Last May the Attorney General Office filed misdemeanor charges against Deputy DA Allison Worden, who also goes by “Debow,” and San Diego Police Sgt. Kevin Friedman for their alleged involvement in a traffic ticket fixing scandal.

According to a criminal complaint, on May 28, 2011, Worden and Deputy District Attorney Amy Maund were cited by an SDPD officer for failing to wear seat belts. Maund told investigators that Worden tried to dissuade the officer from giving them tickets by saying they were Deputy District Attorneys.

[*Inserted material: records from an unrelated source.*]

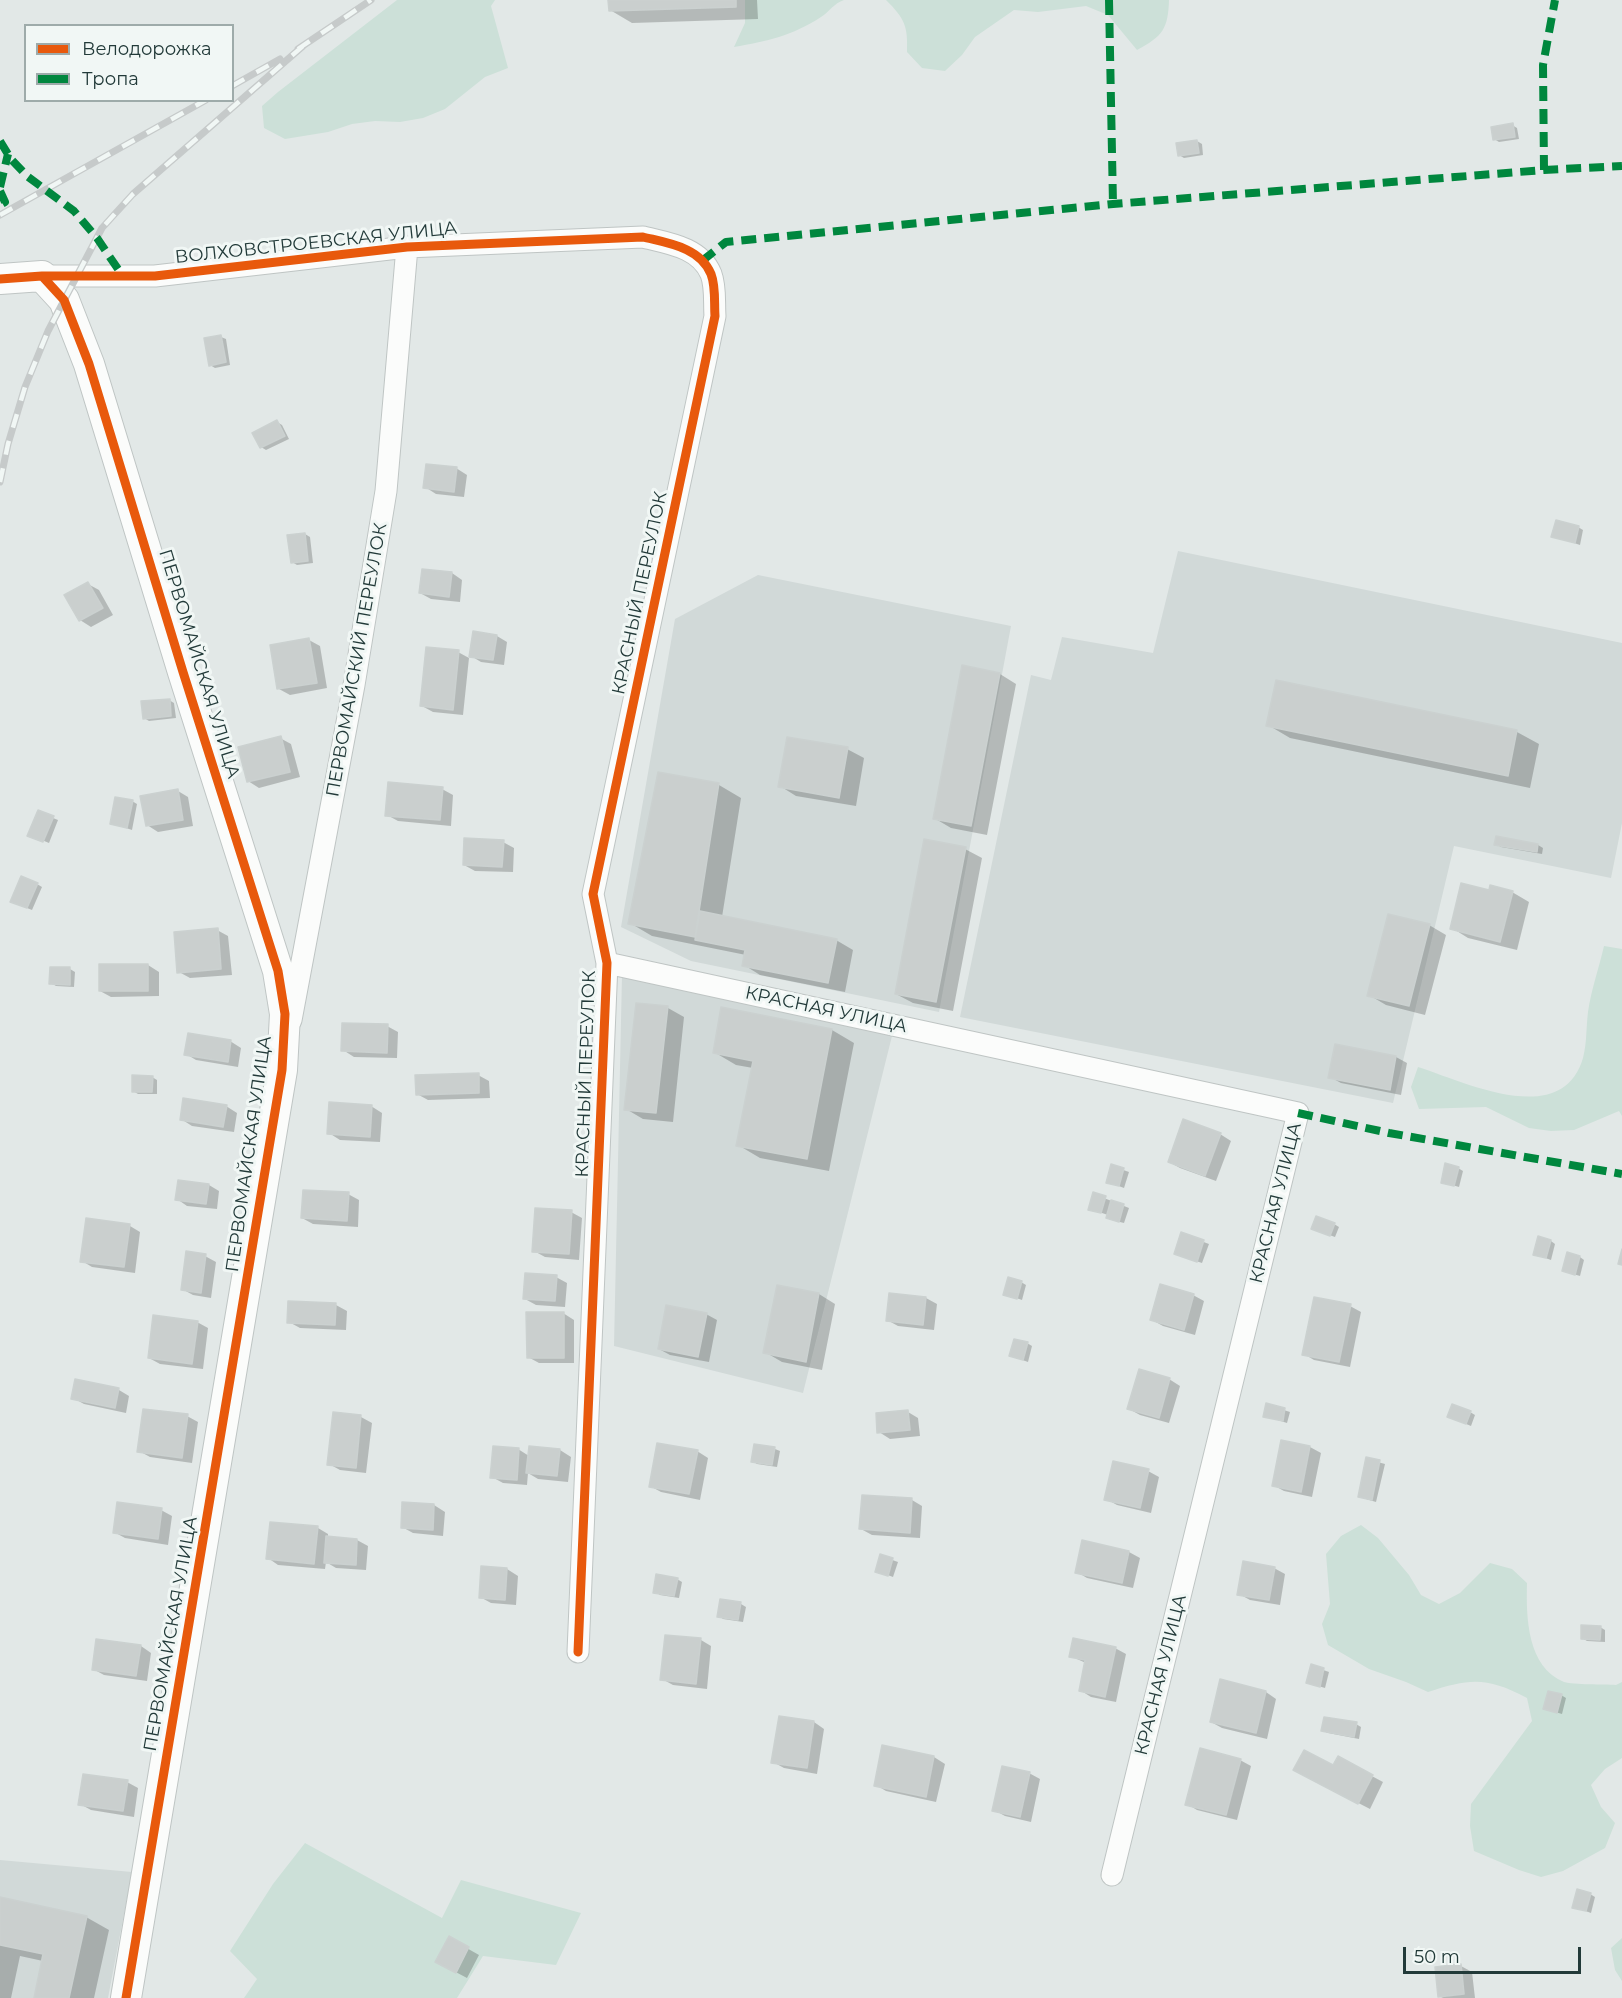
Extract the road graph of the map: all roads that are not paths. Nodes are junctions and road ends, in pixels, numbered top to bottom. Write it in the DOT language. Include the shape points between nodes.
graph roads {
  1 [pos="408,247"];
  2 [pos="702,261"];
  3 [pos="42,276"];
  4 [pos="0,279"];
  5 [pos="607,963"];
  6 [pos="282,1070"];
  7 [pos="578,1652"];
  8 [pos="1112,1875"];
  9 [pos="126,1998"];
  1 -- 2 [label="street, ВОЛХОВСТРОЕВСКАЯ УЛИЦА" via="643,237 680,246"];
  1 -- 3 [label="street, ВОЛХОВСТРОЕВСКАЯ УЛИЦА" via="154,276"];
  1 -- 6 [label="street, ПЕРВОМАЙСКИЙ ПЕРЕУЛОК" via="386,491"];
  2 -- 5 [label="street, КРАСНЫЙ ПЕРЕУЛОК" via="711,273 715,316 594,894"];
  3 -- 4 [label="street, ВОЛХОВСТРОЕВСКАЯ УЛИЦА"];
  3 -- 6 [label="street, ПЕРВОМАЙСКАЯ УЛИЦА" via="64,300 89,364 278,971 285,1014"];
  5 -- 7 [label="street, КРАСНЫЙ ПЕРЕУЛОК"];
  5 -- 8 [label="street, КРАСНАЯ УЛИЦА" via="1298,1113"];
  6 -- 9 [label="street, ПЕРВОМАЙСКАЯ УЛИЦА"];
}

When that failed to work for the DAs, Maund claimed Worden called her friends, Sgt. Friedman, at the San Diego Police Traffic Division. Maund said Worden told Friedman that the officer had acted inappropriately by getting in her “personal space” during their encounter.

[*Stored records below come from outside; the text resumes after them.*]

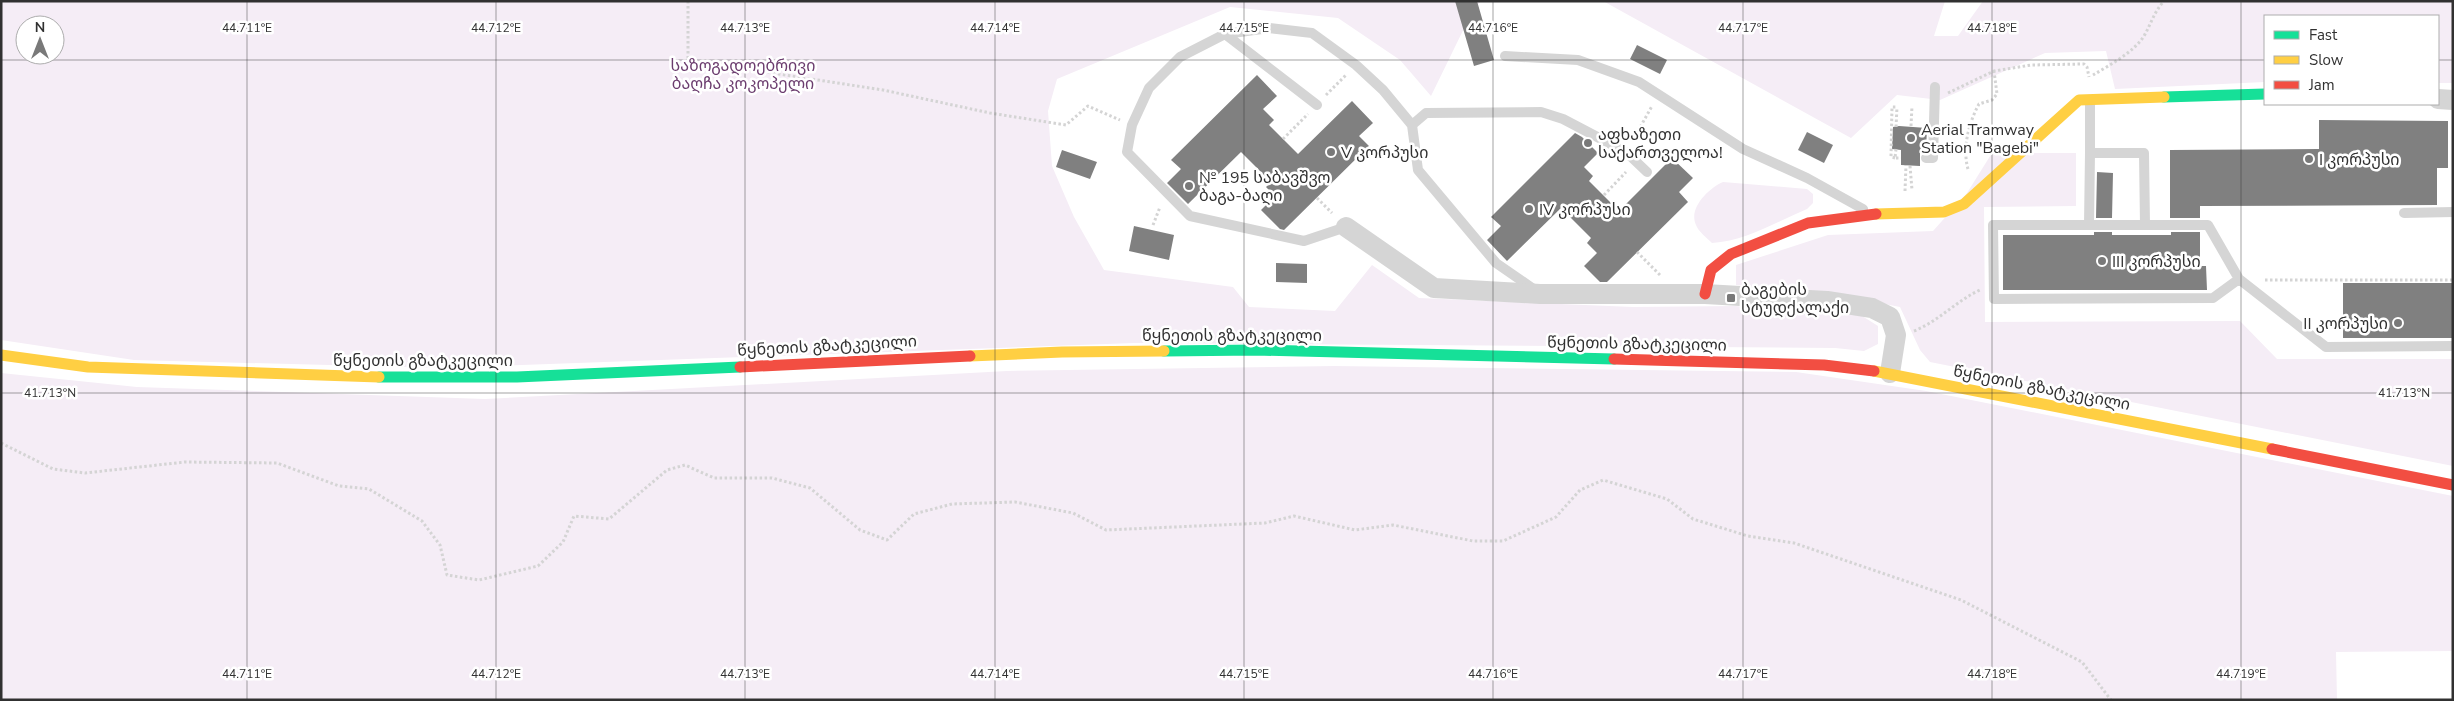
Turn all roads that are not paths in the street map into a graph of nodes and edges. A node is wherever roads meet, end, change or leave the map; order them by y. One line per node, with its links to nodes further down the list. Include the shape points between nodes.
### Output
1 (1225, 34): 8 (lane); 9 (lane, via 1269,28 1312,33 1356,65 1383,90); 18 (lane, via 1180,58 1149,88 1132,125 1127,152 1190,216 1304,241)
2 (1504, 56): 15 (lane, via 1578,60 1639,82 1743,149 1807,178)
3 (1937, 94): 11 (lane, via 1933,158)
4 (2264, 94): 5 (main road)
5 (2090, 98): 10 (lane); 15 (main road, via 2073,103 1964,204 1944,212)
6 (2439, 99): 7 (street)
7 (2453, 100)
8 (1317, 105)
9 (1412, 125): 12 (lane, via 1426,113 1541,112 1563,119 1626,152); 20 (lane, via 1418,170 1496,263)
10 (2090, 153): 16 (lane); 17 (lane, via 2144,153)
11 (1926, 158)
12 (1647, 172)
13 (2404, 212): 14 (lane)
14 (2453, 212)
15 (1872, 214): 21 (main road, via 1808,222 1731,254 1712,270)
16 (2089, 225): 17 (lane); 19 (lane, via 1993,224 1994,299 2213,298)
17 (2146, 225): 19 (lane, via 2208,225)
18 (1346, 227): 20 (street, via 1434,288)
19 (2239, 279): 22 (lane, via 2326,347)
20 (1540, 294): 21 (street)
21 (1706, 294): 24 (street, via 1827,301 1872,308 1890,317 1896,335)
22 (2453, 346)
23 (1, 355): 24 (main road, წყნეთის გზატკეცილი, via 88,367 424,378 517,377 1062,352 1257,350 1806,364)
24 (1890, 373): 25 (main road, წყნეთის გზატკეცილი)
25 (2453, 485)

Worden then allegedly asked Friedman if there was anything he could do about the traffic violations.

According to investigators, Friedman found the tickets in the division’s citation bin and got rid of them. Maund claimed she told Worden not to do anything about her ticket, but the request was allegedly ignored, and the tickets were dismissed. Maund, who maintained that she wanted to pay the fine for her ticket, then told a supervisor at the DA’s office about the alleged ticket fixing incident.

Worden was placed on paid administrative leave pending the investigation and subsequent trial.

Sgt. Friedman was placed on administrative desk duty. In March 2012, he retired from the SDPD after more than 26 years of service.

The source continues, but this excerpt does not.